I’ve been following Wade Burleson’s blog with interest for some time now. He is a Southern Baptist pastor who serves as a trustee on the SB’s International Mission Boards, one of the largest missionary organizations in the world. He began blogging about his experiences and his concern there appeared to be a lot of abuse of power in the Southern Baptist Convention hierarchy. He has come under fire and taken a lot of heat for his blog, which sincerely seeks to shed light, not malign individuals.
What is occurring now among varying levels of Southern Baptist Convention leadership, both within state conventions and the national one, is rather disheartening. Rank and file Southern Baptists for so long have just assumed that their convention is being led by men who sincerely seek to be obedient to scripture. I still believe that is true for most. However, there are still those at great levels of influence who use their own agendas and opinions to isolate, condemn, undermine, and prevent open dialogue, dissent, and honest questions.
The blogging world gives such autocrats nightmares. It reaches the masses like no other form of communication prior to our era. No longer does one have to go through a means of a publisher to disseminate his findings or thoughts.

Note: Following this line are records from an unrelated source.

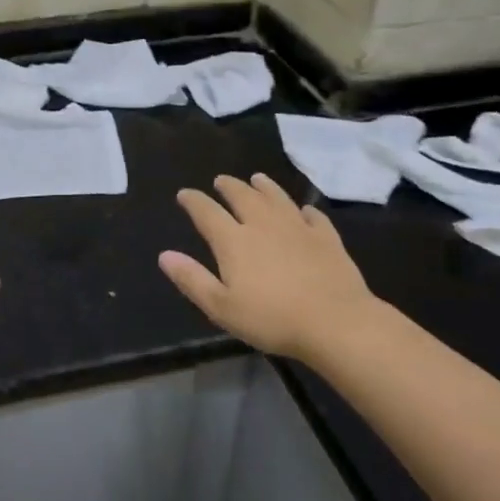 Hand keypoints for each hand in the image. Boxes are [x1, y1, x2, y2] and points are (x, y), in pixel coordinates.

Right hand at [160, 173, 385, 364]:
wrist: (335, 322)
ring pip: (277, 198)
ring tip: (257, 178)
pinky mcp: (326, 238)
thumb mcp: (221, 307)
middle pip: (243, 196)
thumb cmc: (272, 319)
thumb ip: (192, 279)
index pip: (207, 212)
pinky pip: (313, 216)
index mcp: (234, 240)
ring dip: (264, 186)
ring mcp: (298, 228)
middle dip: (228, 186)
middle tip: (220, 180)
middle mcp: (263, 224)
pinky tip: (304, 210)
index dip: (193, 201)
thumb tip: (164, 255)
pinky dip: (305, 210)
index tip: (184, 194) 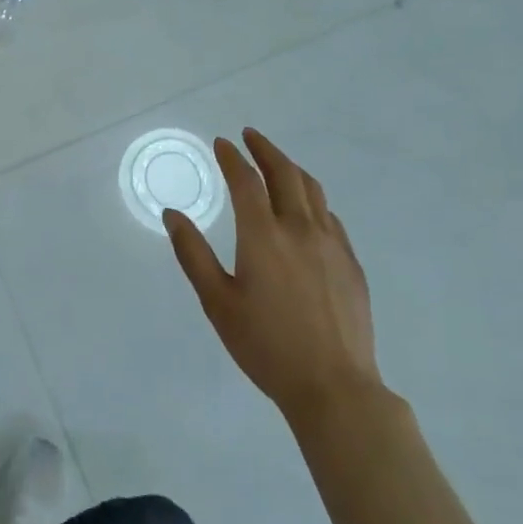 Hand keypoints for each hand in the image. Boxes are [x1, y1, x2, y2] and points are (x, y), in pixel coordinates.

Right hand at [164, 129, 380, 418]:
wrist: (334, 387)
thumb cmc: (266, 346)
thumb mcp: (217, 302)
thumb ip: (193, 254)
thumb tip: (172, 214)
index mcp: (263, 235)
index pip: (245, 180)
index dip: (232, 157)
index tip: (222, 143)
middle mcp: (299, 229)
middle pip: (284, 173)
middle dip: (265, 149)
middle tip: (250, 136)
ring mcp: (330, 244)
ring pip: (312, 190)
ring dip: (291, 168)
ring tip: (277, 162)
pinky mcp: (350, 263)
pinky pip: (330, 216)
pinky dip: (312, 199)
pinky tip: (307, 209) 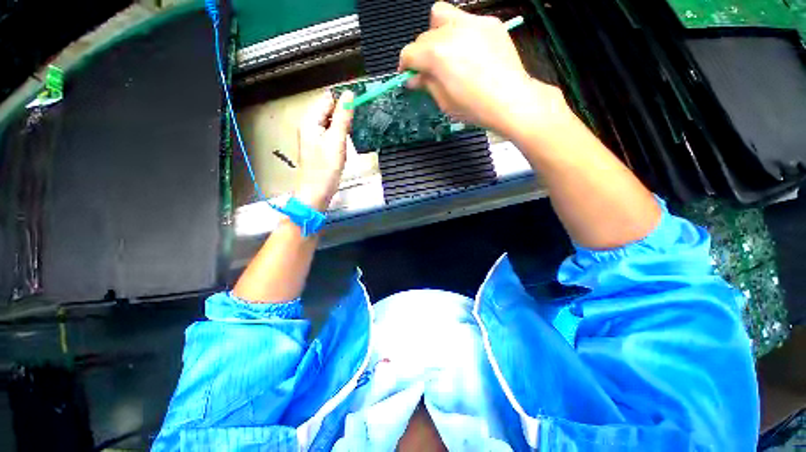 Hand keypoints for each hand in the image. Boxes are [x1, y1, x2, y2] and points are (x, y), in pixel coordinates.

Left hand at [295, 90, 354, 211]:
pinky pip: (330, 135)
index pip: (328, 99)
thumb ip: (342, 117)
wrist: (317, 191)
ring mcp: (312, 136)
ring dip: (341, 130)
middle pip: (329, 111)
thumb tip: (349, 94)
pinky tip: (341, 149)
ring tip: (344, 144)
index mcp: (310, 120)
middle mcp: (308, 125)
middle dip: (342, 119)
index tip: (353, 117)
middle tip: (347, 135)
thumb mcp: (337, 140)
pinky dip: (338, 139)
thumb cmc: (326, 168)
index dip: (342, 104)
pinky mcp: (317, 147)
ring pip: (331, 124)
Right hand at [399, 2, 567, 136]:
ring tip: (446, 52)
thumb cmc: (474, 108)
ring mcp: (472, 23)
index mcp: (436, 54)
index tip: (408, 75)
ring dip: (436, 32)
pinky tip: (469, 51)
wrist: (510, 100)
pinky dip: (460, 33)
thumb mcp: (444, 102)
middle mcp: (450, 31)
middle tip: (430, 69)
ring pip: (441, 14)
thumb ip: (426, 84)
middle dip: (422, 53)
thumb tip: (414, 79)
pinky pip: (466, 19)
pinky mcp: (489, 23)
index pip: (409, 52)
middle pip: (423, 36)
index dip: (405, 66)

Leaders who don’t appreciate input or counsel but would rather choose to have everyone march in lock step with them, are terrified by the mobilization of individual churches and believers that is occurring through the blogosphere.
Granted, blogs are also a way for anyone to shoot off at the mouth, make irrational and unsubstantiated claims, and malign others. Bloggers desperately need to commit themselves to being ethical and fair, and to avoid personal attacks. (A great set of suggested ethical guidelines is here).
I have a great respect for Southern Baptists. I am deeply indebted to them for my own heritage, discipleship, and friendships. I would simply encourage them, however, to be informed, to think for themselves, and to hold their leaders and convention accountable to pursuing Christlikeness and the building of God’s kingdom rather than their own.